Assignment:
Please find the lines in the following records that hold "main", and copy them.

Given records:
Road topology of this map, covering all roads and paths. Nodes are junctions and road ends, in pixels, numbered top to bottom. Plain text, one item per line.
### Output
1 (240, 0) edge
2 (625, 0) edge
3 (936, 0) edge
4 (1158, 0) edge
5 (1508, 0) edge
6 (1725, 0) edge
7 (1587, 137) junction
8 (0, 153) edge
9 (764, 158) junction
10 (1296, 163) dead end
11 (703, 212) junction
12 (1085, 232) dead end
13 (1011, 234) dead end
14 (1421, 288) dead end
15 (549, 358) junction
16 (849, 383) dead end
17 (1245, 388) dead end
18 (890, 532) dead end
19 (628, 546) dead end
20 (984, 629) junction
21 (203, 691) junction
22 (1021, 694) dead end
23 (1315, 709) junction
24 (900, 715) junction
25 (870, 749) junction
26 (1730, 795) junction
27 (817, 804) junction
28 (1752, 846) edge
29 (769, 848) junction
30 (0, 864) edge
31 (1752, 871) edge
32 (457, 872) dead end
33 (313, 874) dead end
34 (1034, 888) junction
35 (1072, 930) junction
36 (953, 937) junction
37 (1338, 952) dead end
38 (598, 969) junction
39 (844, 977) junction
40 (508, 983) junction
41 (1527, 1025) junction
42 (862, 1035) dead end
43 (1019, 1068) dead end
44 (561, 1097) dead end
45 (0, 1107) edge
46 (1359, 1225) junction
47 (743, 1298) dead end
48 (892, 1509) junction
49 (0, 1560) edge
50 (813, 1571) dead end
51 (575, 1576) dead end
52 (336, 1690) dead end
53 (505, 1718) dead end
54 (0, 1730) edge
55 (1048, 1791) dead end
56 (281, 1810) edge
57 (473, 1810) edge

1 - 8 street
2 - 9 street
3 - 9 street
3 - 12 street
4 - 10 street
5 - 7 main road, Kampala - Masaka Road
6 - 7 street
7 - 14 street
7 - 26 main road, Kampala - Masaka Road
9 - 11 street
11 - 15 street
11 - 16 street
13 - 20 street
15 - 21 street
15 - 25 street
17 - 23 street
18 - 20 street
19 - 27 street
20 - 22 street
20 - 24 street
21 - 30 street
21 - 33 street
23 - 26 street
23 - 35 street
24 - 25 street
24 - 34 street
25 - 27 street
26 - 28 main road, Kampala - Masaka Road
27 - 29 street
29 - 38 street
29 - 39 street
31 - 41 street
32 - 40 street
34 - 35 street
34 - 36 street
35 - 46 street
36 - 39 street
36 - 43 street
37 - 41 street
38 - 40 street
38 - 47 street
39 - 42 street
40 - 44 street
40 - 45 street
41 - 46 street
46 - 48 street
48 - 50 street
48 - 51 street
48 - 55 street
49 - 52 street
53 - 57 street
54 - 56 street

Solution to this task:
5 - 7 main road, Kampala - Masaka Road
7 - 26 main road, Kampala - Masaka Road
26 - 28 main road, Kampala - Masaka Road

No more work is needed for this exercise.